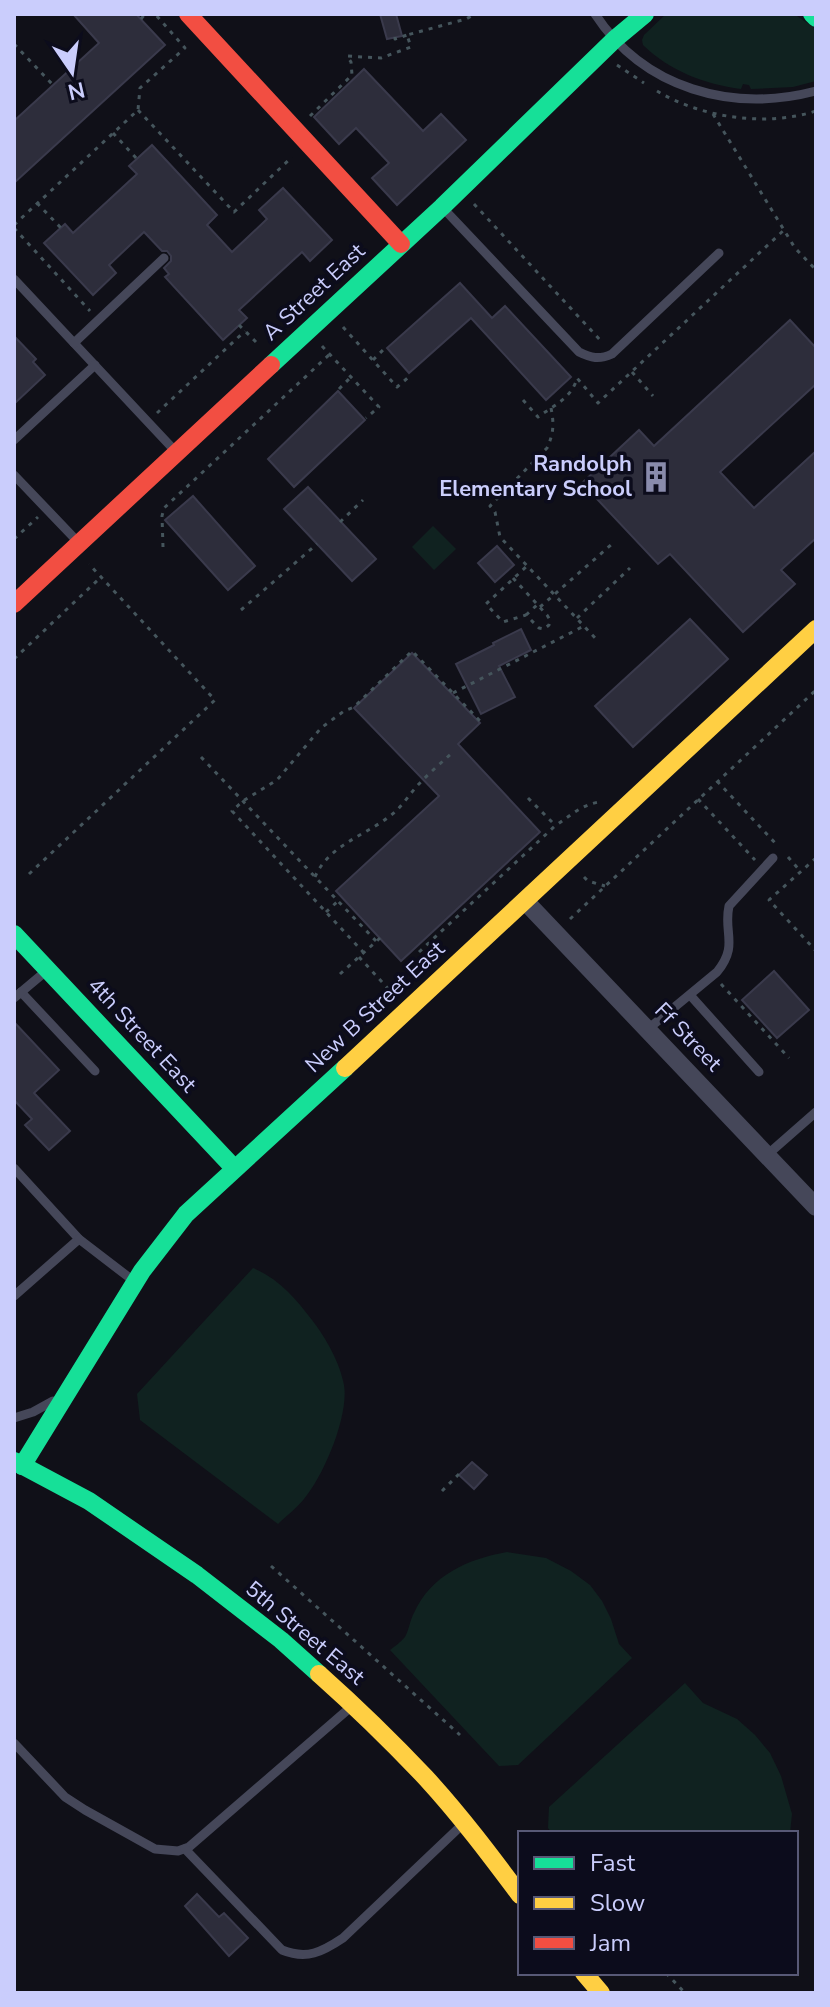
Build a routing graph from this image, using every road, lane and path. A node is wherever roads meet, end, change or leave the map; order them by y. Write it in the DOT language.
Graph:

---

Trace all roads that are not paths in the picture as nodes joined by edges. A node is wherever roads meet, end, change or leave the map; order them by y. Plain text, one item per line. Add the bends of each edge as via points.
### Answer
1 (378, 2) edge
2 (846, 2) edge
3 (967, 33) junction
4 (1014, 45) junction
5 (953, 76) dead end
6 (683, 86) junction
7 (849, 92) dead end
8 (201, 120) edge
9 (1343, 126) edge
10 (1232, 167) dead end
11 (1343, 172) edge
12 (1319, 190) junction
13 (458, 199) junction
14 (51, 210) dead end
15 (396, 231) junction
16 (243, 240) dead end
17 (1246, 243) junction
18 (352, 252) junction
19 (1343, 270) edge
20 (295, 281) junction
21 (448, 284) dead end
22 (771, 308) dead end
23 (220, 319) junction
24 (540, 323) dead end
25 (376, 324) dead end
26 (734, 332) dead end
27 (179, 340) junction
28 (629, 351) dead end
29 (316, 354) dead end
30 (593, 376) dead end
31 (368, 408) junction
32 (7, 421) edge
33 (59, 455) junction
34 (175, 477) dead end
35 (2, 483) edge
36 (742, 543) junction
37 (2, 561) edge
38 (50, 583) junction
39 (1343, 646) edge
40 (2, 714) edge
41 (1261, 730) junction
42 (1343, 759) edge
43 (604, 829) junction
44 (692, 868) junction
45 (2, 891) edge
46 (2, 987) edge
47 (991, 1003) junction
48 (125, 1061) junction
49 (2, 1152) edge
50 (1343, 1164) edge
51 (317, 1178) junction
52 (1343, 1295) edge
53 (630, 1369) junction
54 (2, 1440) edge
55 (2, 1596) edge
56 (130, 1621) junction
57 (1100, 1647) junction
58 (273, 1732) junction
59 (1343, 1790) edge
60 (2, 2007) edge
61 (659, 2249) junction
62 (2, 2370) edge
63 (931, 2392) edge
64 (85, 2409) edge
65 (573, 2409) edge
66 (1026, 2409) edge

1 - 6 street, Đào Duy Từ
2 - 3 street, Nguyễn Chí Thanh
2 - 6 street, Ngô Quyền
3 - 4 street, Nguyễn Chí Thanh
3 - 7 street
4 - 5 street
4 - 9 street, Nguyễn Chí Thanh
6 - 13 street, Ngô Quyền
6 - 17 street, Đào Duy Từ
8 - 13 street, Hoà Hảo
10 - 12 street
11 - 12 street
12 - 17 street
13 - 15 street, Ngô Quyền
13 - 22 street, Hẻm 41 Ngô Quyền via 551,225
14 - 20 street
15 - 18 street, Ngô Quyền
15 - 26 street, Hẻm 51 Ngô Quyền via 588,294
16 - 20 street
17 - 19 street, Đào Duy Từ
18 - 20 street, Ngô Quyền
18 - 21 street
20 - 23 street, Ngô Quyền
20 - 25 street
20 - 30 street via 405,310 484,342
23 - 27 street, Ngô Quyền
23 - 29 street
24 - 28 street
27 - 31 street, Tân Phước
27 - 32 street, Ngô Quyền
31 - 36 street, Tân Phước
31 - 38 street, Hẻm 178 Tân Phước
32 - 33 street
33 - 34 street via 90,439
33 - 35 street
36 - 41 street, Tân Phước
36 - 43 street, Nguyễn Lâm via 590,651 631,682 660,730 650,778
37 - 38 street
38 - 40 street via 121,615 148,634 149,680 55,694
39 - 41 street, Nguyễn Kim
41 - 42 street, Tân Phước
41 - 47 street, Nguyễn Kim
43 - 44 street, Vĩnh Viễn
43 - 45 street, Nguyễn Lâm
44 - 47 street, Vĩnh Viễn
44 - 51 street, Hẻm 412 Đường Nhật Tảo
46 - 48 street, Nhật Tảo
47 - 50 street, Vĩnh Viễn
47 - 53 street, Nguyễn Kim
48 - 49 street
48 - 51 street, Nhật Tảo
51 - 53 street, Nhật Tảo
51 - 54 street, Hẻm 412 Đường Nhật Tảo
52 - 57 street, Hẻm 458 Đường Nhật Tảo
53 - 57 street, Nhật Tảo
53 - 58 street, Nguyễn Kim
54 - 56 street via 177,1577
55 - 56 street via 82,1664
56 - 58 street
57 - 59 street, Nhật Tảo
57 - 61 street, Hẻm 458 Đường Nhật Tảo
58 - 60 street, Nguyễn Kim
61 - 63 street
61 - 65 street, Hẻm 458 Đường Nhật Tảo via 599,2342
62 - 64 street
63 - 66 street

Work item |
Whenever a line in the entries holds the word "leave", copy that line.

Task solution |
Build a routing graph from this image, using every road, lane and path. A node is wherever roads meet, end, change or leave the map; order them by y. Write it in the DOT language.
Trace all roads that are not paths in the picture as nodes joined by edges. A node is wherever roads meet, end, change or leave the map; order them by y. Plain text, one item per line. Add the bends of each edge as via points.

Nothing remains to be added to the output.